How to get started with Apple Music, and squeeze much more out of your subscription

Posted:
in General Discussion edited August 16
Don't keep listening to the same songs, take a deep dive into the service's immense range of music. Then cope with its confusing system and download tracks to listen on the go. AppleInsider turns up the volume.




You may have been paying for Apple Music now for three years and in all that time, you probably haven't explored a fraction of it. That is partly because the service has grown, and it is partly because it had odd bugs at the start.

This is all typical Apple.

What you see every time you start using Apple Music on iOS, Mac or Apple TV is as simple as a look and feel as the company can manage. However, behind the scenes, under the hood, and often just a swipe away there are options to make you adore this subscription service.

IF you're a beginner with Apple Music, this is a great start. If you've been subscribed for years, read on anyway -- there might still be a tidbit or two for you.

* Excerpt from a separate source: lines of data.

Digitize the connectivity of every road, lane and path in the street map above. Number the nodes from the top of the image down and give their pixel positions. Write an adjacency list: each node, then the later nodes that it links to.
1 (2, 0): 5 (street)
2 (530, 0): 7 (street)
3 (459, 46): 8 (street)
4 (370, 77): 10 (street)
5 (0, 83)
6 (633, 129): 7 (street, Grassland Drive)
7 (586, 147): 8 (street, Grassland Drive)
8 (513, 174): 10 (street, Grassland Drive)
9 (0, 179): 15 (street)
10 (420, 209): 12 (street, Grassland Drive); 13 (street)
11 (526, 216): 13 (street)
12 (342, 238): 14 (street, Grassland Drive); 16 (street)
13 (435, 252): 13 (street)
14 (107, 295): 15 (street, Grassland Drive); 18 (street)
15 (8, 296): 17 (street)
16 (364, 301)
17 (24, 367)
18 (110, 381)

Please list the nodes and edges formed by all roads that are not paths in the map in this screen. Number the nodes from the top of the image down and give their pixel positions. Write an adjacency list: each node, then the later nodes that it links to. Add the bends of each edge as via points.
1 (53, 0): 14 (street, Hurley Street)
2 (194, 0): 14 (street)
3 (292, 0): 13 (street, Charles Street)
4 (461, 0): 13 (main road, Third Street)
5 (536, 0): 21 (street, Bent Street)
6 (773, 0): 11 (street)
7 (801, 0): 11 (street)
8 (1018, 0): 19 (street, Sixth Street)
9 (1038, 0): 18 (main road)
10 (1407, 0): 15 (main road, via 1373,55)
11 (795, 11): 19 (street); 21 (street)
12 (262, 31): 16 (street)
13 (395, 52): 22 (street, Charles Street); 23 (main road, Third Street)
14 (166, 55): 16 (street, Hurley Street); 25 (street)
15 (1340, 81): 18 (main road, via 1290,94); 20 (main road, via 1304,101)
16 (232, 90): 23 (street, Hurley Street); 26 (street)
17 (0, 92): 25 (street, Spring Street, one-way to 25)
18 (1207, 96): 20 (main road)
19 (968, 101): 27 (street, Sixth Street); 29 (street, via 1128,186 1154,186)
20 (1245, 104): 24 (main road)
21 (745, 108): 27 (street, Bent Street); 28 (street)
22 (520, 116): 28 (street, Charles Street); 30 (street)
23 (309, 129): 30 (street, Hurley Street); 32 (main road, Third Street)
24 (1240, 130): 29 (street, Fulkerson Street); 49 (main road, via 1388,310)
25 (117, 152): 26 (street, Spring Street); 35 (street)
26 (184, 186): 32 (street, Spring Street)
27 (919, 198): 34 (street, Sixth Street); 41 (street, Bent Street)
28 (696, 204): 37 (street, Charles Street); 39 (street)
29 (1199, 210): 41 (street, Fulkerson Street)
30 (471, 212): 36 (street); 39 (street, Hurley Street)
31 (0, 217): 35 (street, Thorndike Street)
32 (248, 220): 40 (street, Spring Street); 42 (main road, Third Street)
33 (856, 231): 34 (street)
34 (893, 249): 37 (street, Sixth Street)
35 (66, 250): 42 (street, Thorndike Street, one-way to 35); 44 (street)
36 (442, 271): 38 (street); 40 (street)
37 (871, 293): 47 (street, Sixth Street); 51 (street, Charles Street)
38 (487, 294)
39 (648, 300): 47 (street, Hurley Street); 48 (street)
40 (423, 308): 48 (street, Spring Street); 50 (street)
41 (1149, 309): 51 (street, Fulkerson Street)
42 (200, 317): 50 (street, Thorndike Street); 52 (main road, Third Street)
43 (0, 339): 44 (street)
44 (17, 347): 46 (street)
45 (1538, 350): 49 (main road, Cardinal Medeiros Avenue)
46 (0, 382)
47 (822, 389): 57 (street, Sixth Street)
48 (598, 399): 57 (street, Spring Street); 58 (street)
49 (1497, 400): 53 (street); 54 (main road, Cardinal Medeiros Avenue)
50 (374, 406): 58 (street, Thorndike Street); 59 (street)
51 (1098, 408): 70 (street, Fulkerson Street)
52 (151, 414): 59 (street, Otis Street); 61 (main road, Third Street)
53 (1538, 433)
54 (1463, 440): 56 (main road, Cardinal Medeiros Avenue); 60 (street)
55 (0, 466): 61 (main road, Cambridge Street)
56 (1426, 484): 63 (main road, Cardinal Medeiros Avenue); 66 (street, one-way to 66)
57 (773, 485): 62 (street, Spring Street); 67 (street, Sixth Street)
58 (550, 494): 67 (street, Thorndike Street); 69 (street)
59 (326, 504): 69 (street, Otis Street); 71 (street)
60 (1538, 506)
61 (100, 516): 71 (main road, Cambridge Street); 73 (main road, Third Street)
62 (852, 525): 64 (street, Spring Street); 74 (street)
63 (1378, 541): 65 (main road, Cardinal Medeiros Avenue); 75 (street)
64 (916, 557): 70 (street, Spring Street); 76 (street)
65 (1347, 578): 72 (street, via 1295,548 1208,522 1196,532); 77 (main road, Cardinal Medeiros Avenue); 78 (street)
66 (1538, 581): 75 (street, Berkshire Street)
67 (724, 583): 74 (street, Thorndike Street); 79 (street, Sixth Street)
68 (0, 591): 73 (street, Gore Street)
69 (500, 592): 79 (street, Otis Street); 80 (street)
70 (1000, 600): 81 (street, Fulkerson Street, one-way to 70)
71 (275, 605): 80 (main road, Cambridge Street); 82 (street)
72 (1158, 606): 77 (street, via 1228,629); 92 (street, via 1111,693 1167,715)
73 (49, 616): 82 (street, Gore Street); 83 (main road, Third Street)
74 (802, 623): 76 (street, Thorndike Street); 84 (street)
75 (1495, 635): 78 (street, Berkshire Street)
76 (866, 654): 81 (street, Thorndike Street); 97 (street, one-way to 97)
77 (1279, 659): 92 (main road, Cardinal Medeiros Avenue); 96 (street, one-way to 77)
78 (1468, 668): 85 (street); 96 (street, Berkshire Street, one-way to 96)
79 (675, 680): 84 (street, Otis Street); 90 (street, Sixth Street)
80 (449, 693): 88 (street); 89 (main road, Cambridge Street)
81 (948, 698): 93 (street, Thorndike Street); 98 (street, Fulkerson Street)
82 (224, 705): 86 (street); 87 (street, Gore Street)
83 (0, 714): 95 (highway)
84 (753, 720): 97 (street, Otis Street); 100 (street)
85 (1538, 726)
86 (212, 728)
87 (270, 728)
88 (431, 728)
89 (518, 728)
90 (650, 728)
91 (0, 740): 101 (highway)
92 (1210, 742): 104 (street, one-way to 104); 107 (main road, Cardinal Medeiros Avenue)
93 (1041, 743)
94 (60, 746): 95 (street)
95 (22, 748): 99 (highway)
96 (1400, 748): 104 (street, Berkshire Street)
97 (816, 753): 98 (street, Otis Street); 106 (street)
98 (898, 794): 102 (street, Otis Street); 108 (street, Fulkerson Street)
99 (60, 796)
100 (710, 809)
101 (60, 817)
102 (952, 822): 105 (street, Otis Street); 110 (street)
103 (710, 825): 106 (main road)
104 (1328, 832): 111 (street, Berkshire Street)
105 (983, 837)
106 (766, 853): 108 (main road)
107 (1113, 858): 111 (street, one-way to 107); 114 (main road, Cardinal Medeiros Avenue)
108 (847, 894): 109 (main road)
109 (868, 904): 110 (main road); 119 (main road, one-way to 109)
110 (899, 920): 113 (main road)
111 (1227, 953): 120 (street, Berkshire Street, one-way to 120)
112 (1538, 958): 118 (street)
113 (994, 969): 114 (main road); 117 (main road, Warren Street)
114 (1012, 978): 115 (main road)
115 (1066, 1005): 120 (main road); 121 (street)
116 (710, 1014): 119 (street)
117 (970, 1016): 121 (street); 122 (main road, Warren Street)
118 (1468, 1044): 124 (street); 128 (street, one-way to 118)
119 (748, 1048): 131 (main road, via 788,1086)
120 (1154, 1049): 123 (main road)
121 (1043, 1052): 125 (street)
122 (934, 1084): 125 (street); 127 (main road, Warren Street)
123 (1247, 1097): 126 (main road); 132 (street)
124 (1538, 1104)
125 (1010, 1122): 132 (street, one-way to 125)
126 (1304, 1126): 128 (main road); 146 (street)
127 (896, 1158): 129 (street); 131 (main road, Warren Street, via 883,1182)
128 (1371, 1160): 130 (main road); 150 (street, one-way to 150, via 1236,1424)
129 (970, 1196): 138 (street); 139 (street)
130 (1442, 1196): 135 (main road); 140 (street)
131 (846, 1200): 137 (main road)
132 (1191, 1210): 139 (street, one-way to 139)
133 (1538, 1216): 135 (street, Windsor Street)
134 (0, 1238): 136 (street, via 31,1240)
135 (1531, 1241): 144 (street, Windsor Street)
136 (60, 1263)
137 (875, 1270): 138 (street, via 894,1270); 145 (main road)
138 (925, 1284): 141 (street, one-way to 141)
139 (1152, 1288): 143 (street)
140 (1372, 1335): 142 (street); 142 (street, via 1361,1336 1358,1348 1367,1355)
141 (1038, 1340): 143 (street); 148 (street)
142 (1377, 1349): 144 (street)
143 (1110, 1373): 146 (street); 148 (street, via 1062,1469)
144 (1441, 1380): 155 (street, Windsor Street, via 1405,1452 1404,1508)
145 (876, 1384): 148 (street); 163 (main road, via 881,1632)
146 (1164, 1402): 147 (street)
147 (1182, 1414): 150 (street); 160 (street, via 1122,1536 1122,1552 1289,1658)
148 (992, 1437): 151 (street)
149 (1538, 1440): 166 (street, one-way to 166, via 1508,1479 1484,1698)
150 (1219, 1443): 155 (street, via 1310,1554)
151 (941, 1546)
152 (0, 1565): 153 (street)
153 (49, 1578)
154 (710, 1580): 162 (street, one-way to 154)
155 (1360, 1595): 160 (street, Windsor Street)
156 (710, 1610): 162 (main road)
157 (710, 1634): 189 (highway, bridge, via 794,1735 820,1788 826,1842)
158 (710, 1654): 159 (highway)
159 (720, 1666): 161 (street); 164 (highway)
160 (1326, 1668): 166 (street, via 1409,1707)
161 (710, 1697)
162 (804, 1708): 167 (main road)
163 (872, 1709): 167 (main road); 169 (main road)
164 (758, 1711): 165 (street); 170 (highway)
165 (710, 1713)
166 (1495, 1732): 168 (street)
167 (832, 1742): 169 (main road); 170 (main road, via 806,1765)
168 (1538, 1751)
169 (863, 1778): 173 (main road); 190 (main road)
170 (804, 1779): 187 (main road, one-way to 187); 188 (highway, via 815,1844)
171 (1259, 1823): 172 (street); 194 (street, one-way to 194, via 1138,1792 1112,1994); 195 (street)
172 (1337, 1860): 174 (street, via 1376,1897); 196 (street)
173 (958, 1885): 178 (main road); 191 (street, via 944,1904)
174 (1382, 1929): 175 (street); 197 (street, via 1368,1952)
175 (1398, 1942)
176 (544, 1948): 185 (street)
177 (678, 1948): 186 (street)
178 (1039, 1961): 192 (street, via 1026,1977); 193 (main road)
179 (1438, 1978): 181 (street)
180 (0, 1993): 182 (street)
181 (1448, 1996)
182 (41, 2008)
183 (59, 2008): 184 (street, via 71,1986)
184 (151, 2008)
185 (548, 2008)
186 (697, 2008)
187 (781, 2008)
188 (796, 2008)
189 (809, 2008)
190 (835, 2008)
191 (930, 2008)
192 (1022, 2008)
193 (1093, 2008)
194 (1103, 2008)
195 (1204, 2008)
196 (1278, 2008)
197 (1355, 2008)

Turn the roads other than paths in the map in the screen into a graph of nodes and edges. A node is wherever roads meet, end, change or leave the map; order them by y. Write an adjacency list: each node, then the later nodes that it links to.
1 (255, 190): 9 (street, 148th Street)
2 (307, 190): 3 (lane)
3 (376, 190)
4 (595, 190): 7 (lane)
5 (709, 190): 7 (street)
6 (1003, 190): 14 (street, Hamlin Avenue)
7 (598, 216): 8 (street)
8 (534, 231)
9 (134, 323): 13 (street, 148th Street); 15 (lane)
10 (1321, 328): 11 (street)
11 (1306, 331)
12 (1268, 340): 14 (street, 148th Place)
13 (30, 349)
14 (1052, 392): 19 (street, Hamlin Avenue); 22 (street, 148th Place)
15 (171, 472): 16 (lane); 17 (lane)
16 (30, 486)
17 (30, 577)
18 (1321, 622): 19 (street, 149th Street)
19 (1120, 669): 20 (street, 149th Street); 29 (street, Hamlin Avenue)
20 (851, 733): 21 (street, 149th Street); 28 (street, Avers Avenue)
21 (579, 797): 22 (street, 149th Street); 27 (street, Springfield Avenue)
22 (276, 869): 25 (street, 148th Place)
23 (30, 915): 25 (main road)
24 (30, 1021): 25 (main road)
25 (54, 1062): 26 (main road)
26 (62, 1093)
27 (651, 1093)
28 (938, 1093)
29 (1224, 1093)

But first, where you get it

It doesn't matter how great Apple Music is if you can't listen to it. And while you can get the service on your Mac and your Apple TV, it's likely that you'll listen most on your iOS devices. These are the ones that will get you caught short if your commute is through bad reception areas or if you're really up against your data limit.

You need to think ahead. Apple Music lets you download anything you want so that it can be available wherever you go.




Only, this is exactly why new users get a confusing message the first time they try Apple Music. It asks you whether you want to Keep Music or Delete & Replace.

This is less confusing than it originally was because now Apple shows an unusually long explanation for what the choices mean.

If you choose Keep Music then any tunes you already have on your iPhone will stay there. You'll get all of the choice of Apple Music, but you'll still have your original music right there on the phone.

The alternative is to let Apple Music delete it all and replace everything with copies from its own library. In both cases you (should) end up with the same music to listen to.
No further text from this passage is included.